Blob Wars: Metal Blob Solid Action categoryPlatform category

Title screen from Blob Wars: Metal Blob Solid

Independent game development has existed arguably for longer than commercial publishing. Many of the first games were experiments by bored programmers and hobbyists. For a stretch around the start of the 21st century, that tinkering faded from view as major developers directed the culture’s focus towards higher-budgeted titles. Yet the lights stayed on, continued in spirit with free games from the Linux-based open-source software community.

Among that period’s more ambitious products is the sweeping, explode-y Blob Wars: Metal Blob Solid. The game doesn’t reach its intensity goal, but in going for broke, it lucks into maybe a more interesting concept where guns and gore add texture to its surprisingly open-ended missions.

The game picks up some time after aliens have invaded the peaceful Blob planet, bringing war and chaos for the world for first time in generations. Your rugged, bandana-sporting Blob hero mounts a one-blob mission to sneak into the aliens’ bases and liberate his people. To cover the entire planet, you occasionally need to find special equipment like a jetpack and revisit earlier areas.

Screenshot from Blob Wars: Metal Blob Solid

Blob carnage, somehow just a little boring

Despite the premise and parody title suggesting stealth, Metal Blob Solid has the aspirations of an action game, albeit a shallower one than it wants. On the default difficulty level, you can mow through aliens and turncoat blob soldiers pretty quickly with whatever weapon you happen to have, even in cases where the enemies regenerate. Blasting away everything you encounter is satisfying at first, though ultimately hollow: if it’s so simple, why take up the battle at all? The boss fights throughout the game present opportunities for more challenging, complex combat, but they never iterate on the frequently brainless shooting and, without the needed resistance, fail to engage on either a fun or conceptual level.

Thankfully, killing enemies only fills in as background noise to the rest of the game’s objectives. Your main goal in each stage is to rescue as many blob hostages as possible and often to find an exit, both of which call more for exploration than violence. Every area has a fairly open-ended layout, encouraging you to take long detours to find keys, hostages, or optional tasks hidden in corners or deep underwater. You can usually discover multiple ways to advance; some levels entirely lack exits and automatically end after you’ve completed enough.

Here, in level design more than in combat, Metal Blob Solid showcases its real strengths. Between its forked tunnels, huge open spaces, and tricky paths over pits and lava pools, Metal Blob Solid finds great interest in letting you roam and complete levels in order of your curiosity. This might sound contemplative and slow – a serious thematic mismatch for a game about a machine-gun-wielding smiley face – but the game’s uninspiring combat acts better as a tool to punch up the pace rather than as the main attraction. A few pushover aliens peppered in at the right points add the fleeting urgency to keep things moving.

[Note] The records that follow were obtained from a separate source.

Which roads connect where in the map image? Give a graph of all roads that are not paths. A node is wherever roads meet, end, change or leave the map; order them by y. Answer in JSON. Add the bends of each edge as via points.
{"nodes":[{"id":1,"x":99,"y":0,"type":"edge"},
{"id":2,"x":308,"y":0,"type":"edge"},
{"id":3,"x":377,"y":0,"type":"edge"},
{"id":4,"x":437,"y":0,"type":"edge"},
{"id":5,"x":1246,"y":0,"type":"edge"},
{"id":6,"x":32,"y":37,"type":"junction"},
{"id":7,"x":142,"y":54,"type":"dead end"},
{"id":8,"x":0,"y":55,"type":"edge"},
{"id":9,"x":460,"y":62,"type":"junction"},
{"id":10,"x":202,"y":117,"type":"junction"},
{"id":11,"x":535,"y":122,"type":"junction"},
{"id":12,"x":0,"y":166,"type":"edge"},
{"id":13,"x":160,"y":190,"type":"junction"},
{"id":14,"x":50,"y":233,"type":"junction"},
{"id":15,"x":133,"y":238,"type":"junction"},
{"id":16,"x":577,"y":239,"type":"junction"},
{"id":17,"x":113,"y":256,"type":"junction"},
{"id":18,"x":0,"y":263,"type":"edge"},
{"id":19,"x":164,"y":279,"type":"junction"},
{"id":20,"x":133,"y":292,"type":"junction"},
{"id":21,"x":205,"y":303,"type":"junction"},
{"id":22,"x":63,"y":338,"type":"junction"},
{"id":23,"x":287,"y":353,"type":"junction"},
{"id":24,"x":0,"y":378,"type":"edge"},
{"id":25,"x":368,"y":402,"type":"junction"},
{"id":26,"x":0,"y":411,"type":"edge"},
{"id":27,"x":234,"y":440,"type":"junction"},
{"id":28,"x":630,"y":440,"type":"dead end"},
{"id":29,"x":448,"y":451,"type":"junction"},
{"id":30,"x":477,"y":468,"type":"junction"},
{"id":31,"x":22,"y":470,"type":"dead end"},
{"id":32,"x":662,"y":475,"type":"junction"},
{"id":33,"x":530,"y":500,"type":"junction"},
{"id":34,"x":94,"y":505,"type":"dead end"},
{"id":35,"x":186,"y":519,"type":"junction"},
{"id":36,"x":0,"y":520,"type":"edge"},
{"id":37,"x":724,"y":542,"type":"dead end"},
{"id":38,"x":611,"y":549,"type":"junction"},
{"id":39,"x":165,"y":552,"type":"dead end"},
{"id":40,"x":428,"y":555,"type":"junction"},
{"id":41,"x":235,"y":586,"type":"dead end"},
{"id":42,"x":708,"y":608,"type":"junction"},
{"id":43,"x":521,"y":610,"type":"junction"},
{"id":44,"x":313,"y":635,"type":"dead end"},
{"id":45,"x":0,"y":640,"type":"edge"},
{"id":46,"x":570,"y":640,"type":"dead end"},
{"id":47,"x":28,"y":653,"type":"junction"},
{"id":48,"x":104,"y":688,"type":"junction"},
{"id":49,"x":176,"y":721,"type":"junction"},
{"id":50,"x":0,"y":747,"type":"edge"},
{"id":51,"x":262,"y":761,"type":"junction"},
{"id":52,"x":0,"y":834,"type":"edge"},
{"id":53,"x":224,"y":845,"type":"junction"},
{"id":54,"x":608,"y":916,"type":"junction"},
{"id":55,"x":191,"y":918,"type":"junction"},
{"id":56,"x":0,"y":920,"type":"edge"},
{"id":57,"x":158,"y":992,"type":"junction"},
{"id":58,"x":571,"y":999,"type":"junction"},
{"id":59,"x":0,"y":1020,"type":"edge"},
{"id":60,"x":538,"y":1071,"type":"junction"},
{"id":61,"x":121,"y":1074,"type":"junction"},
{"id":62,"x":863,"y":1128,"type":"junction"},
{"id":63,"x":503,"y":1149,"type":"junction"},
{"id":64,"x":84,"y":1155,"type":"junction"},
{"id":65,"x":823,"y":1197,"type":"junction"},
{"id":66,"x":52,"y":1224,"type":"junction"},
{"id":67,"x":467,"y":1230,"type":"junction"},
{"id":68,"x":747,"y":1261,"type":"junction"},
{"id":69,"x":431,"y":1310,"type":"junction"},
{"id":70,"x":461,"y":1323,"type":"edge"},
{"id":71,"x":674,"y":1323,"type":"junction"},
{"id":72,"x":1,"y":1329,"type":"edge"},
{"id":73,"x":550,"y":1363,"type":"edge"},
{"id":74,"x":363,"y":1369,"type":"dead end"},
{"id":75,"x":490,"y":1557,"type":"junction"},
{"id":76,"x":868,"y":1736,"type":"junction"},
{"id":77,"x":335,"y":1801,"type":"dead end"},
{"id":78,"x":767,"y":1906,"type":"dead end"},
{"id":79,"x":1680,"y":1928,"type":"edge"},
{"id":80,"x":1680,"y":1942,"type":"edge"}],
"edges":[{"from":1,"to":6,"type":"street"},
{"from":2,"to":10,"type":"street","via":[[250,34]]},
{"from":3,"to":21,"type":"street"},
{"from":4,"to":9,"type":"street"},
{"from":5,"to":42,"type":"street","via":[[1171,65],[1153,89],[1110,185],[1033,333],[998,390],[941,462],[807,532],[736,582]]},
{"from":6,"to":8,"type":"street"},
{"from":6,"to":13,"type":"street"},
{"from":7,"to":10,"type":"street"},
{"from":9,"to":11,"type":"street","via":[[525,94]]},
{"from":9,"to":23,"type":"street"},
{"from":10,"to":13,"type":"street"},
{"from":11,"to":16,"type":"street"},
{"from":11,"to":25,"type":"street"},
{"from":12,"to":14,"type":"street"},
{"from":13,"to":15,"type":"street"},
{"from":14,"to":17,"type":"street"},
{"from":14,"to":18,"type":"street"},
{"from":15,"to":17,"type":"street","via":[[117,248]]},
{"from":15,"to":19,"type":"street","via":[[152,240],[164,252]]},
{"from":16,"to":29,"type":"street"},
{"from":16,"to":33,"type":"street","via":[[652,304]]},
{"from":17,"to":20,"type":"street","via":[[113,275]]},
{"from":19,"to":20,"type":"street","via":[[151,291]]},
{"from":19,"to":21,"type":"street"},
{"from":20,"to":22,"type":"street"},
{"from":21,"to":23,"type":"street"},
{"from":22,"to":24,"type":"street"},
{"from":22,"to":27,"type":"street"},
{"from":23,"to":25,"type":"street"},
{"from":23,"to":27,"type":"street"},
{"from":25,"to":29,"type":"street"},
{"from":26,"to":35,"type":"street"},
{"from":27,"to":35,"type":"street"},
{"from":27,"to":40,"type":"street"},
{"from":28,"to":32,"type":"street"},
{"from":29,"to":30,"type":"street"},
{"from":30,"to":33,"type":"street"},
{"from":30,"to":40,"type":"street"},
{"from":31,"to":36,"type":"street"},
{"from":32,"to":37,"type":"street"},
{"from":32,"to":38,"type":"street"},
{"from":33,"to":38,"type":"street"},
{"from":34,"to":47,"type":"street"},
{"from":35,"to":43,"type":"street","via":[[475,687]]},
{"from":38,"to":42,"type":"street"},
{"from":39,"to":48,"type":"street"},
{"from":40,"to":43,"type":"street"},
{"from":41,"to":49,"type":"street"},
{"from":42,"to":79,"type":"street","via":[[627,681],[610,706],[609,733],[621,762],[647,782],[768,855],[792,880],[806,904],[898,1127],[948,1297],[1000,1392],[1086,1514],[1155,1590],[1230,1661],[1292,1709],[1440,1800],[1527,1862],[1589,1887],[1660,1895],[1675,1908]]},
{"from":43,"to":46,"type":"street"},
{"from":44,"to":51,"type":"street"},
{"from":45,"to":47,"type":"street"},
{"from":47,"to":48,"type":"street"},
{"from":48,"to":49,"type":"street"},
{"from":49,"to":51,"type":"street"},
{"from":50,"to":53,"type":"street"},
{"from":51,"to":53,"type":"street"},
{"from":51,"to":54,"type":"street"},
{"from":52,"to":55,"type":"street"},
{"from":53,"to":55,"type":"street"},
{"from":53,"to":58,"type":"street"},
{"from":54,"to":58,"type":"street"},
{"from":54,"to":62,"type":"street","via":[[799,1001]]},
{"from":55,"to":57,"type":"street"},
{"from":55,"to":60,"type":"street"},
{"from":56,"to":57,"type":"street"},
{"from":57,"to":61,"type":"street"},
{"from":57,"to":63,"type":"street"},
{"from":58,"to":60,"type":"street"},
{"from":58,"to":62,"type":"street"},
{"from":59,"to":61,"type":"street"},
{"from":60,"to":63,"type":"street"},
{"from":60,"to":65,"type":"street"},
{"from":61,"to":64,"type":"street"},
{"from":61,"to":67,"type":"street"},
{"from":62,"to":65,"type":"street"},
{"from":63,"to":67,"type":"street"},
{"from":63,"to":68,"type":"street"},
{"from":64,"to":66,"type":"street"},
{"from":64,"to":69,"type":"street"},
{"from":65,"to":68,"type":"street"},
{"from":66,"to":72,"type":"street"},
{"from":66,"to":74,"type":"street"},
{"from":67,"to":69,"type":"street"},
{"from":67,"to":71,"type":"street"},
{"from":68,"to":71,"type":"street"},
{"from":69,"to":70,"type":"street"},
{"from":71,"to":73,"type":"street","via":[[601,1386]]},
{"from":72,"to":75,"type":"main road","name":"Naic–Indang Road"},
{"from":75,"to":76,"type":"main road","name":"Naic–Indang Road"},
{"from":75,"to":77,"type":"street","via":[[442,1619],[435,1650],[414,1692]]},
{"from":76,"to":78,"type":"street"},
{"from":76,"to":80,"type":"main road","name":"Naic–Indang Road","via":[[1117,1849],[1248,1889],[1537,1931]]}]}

Screenshot from Blob Wars: Metal Blob Solid

Many ways to go, many things to find and blow up

The game’s crude aesthetics similarly clarify the level design. As a no-budget open-source game from the early 2000s, Metal Blob Solid has a rough, functional appearance with few background details. It’s charming in its amateurishness, but more importantly, it draws attention to the shape of the levels rather than making them more naturalistic or masking their features. The game plays best when dangling alternative routes in front of you, and the direct if sparse art style benefits that. (Some levels pull this off better than others; cavern areas feature grass that highlights walls and floors, but the low-contrast lava stages are a bit ugly and harder to scan.)

Metal Blob Solid is not the action game developer Parallel Realities perhaps aimed for. Almost incidentally, it ends up fun anyway as a fast-moving exploratory platformer. As with many early open-source games, Metal Blob Solid is patchy, and its origins probably bear the blame for its misdirected design. Still, it solidly hits a different target than intended, one of those wonderful, serendipitous successes that came out of the movement.

Trivia!

As the title screenshot shows, Metal Blob Solid continued to be in active development for years after its release. Although the core game is similar, future updates added achievements and replaced much of the game’s sound and music. (Based on the game’s SourceForge page, they were removed to comply with free software guidelines.)